• _Problem_
What lines of the data below include the word "main"? Report them by copying each.

• _Material provided_
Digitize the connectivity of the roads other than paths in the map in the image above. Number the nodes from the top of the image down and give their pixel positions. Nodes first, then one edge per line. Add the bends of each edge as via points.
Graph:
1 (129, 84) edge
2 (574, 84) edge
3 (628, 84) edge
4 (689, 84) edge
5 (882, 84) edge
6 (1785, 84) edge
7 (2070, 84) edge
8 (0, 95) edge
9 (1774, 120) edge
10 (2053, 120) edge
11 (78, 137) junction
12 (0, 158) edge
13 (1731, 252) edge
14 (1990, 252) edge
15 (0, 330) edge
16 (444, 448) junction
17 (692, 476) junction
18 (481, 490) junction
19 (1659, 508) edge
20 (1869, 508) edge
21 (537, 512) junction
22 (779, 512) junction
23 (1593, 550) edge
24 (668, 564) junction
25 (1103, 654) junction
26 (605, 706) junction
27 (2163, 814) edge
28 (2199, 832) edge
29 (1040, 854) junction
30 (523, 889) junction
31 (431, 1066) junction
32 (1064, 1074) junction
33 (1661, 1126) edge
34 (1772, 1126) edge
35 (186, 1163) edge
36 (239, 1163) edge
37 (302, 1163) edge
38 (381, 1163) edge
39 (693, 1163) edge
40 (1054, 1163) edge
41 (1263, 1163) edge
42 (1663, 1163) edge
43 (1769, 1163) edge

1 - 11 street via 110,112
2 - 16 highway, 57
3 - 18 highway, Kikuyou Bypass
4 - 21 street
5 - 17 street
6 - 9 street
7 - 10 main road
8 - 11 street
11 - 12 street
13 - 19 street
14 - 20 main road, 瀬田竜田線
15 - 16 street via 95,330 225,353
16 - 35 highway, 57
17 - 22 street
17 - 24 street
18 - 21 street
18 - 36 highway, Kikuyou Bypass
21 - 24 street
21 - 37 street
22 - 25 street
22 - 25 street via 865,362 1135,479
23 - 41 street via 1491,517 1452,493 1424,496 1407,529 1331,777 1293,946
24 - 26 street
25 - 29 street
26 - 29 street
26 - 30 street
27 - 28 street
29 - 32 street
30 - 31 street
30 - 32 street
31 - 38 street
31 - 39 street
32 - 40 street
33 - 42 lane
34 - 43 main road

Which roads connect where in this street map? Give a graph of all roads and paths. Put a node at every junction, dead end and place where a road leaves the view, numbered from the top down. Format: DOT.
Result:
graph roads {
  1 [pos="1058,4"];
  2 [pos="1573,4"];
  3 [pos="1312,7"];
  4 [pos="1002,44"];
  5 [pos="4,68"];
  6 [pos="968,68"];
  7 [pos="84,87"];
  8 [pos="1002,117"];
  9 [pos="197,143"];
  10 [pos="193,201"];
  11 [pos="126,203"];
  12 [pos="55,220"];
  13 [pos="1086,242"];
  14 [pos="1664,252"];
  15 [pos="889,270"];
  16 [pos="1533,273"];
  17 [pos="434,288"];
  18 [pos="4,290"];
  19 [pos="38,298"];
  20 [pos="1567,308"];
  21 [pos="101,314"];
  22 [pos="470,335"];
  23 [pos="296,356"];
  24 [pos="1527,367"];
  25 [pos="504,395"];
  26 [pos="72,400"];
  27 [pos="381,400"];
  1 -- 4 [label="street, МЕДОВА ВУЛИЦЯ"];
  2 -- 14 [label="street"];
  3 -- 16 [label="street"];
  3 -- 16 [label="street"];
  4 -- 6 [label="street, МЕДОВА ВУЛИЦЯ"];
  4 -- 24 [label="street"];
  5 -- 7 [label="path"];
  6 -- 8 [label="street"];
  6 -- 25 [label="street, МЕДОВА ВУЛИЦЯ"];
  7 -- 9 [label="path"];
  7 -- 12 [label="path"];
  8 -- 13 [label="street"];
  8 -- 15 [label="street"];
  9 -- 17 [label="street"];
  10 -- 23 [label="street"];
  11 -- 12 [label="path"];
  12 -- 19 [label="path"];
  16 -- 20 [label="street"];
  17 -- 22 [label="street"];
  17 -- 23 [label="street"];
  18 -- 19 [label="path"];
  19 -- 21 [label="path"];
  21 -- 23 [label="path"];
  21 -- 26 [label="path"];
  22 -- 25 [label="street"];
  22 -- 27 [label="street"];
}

• _Expected answer_
7 - 10 main road
14 - 20 main road, 瀬田竜田線
34 - 43 main road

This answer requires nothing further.